• [ABOUT THIS TASK]
Using the listing below, show all lines that hold the word "roads".

##### DATA SUPPLIED

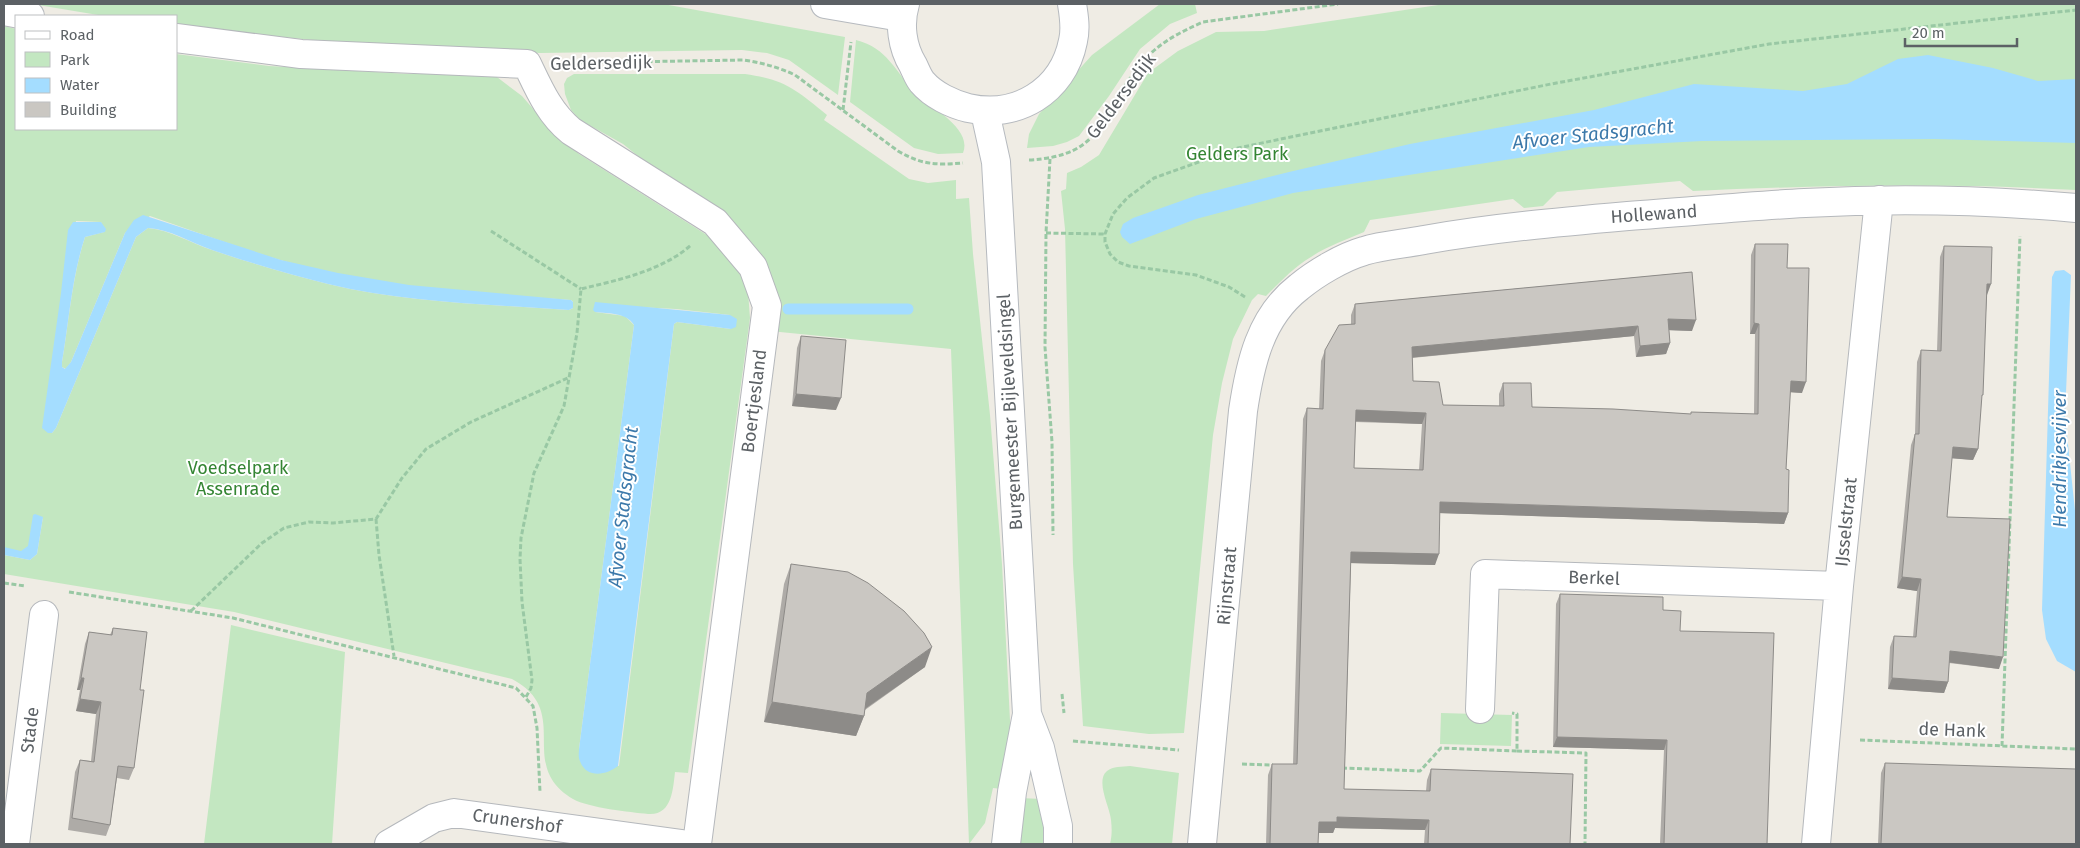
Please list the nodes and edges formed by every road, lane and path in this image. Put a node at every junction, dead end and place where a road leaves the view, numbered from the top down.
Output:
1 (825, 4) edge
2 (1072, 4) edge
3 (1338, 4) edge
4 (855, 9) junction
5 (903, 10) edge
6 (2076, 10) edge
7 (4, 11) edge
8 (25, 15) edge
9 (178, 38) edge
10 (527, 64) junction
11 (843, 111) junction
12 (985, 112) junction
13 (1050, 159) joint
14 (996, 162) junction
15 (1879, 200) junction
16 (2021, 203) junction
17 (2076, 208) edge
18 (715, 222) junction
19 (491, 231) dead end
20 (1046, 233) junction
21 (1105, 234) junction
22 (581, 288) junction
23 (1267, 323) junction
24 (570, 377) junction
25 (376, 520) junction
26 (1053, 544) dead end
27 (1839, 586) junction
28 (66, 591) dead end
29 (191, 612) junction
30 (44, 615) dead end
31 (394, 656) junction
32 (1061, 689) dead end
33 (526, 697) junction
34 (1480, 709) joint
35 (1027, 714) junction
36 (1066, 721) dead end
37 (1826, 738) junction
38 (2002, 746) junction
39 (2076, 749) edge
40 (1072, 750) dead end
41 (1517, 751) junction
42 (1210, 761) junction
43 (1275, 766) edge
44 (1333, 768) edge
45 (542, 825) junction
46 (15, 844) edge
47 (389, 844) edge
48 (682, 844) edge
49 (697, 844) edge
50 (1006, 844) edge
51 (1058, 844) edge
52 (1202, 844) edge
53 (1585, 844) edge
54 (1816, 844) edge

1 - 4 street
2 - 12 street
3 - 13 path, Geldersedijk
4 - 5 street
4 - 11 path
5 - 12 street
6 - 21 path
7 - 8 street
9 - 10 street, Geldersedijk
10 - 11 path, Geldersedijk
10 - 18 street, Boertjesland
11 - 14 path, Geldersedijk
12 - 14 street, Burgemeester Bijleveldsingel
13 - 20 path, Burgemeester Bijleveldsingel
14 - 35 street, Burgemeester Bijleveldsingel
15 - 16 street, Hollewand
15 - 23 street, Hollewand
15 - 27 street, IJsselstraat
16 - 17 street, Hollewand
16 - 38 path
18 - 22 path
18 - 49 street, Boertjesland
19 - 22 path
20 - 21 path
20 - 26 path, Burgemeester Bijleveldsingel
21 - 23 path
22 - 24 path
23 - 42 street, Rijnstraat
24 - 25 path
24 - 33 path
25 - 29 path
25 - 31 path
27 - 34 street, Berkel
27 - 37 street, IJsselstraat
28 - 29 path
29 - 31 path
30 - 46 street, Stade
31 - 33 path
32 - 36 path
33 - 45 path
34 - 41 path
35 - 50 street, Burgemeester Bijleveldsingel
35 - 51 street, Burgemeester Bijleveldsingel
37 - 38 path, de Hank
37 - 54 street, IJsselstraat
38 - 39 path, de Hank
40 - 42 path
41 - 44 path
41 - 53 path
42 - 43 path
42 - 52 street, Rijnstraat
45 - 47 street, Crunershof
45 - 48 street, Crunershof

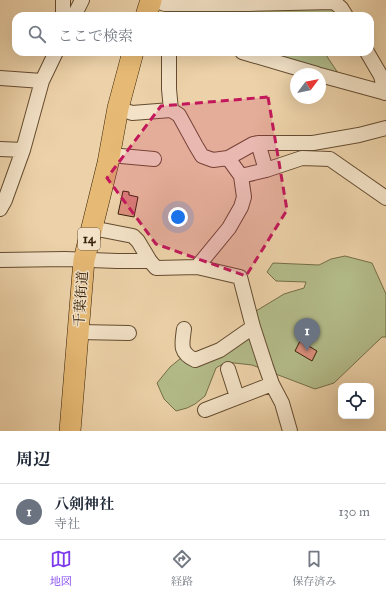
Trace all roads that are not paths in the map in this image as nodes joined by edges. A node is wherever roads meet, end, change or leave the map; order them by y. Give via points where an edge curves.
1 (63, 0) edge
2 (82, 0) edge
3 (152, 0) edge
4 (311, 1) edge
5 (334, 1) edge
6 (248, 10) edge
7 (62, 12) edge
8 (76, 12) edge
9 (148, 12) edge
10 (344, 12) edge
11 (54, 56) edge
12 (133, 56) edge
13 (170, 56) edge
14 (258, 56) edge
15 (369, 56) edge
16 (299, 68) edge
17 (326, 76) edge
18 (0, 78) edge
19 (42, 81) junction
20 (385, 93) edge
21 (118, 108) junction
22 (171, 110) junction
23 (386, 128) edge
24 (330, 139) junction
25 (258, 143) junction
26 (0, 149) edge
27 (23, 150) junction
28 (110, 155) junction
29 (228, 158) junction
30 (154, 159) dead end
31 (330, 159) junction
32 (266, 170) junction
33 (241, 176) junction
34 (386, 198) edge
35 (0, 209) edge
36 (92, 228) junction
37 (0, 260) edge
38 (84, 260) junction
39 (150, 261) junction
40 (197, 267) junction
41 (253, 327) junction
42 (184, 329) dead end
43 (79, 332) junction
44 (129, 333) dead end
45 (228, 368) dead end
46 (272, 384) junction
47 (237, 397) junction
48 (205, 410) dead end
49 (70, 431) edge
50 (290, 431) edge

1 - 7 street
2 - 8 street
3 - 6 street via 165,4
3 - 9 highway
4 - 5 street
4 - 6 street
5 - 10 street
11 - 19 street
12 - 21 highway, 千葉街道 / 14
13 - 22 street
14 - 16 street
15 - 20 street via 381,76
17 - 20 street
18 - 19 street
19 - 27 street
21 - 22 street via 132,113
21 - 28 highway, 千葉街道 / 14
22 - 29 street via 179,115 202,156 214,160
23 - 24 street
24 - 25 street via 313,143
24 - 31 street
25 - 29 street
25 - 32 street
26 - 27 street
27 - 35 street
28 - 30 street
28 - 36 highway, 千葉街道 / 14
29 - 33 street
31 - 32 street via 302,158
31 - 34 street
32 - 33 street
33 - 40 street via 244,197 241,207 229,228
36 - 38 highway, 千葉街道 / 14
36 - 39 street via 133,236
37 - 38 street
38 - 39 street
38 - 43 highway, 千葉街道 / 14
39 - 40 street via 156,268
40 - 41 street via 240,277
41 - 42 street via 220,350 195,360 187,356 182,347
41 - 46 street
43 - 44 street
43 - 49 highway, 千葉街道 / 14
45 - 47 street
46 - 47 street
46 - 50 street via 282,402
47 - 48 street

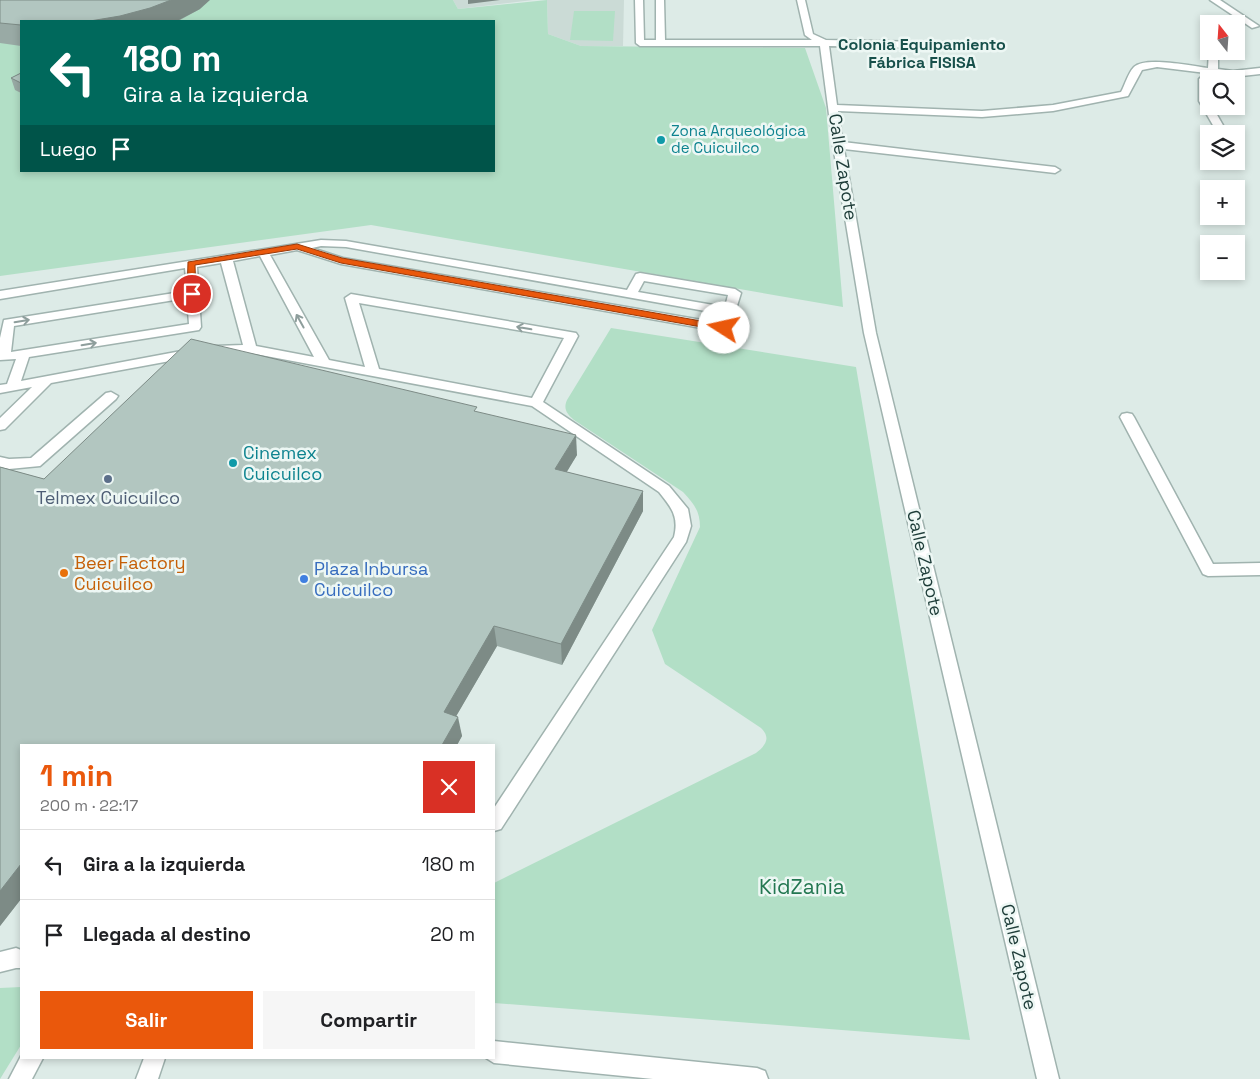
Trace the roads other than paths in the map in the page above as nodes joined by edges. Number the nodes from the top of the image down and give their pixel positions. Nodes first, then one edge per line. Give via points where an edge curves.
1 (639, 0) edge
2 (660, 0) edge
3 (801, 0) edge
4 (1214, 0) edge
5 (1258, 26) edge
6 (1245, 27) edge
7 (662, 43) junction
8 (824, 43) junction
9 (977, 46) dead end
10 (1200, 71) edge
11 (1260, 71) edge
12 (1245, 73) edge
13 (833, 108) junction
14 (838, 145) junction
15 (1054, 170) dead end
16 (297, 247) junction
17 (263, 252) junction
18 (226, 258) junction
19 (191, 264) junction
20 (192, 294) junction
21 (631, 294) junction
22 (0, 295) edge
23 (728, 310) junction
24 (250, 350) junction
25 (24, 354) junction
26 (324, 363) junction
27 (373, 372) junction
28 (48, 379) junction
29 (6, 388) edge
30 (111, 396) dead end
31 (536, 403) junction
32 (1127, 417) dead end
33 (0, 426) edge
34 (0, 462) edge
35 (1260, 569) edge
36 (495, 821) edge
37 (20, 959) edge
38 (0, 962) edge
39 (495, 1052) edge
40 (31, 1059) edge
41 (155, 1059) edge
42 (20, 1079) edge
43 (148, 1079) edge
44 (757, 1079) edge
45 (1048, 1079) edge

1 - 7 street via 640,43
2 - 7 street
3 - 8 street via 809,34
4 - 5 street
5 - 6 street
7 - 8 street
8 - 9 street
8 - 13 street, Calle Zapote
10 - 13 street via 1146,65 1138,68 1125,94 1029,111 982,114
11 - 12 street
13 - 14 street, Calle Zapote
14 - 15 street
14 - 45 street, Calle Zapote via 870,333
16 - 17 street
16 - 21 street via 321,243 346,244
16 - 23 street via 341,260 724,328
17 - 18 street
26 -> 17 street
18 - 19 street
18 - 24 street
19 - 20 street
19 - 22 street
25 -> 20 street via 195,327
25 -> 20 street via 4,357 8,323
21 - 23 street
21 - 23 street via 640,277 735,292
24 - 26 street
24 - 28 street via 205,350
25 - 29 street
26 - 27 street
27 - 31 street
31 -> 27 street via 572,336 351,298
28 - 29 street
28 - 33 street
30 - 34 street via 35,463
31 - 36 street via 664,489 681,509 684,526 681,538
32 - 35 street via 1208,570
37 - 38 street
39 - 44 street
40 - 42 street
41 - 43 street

##########

• [OUTPUT OF THE EXERCISE]
Trace all roads that are not paths in the map in this image as nodes joined by edges. A node is wherever roads meet, end, change or leave the map; order them by y. Give via points where an edge curves.
Trace the roads other than paths in the map in the page above as nodes joined by edges. Number the nodes from the top of the image down and give their pixel positions. Nodes first, then one edge per line. Give via points where an edge curves.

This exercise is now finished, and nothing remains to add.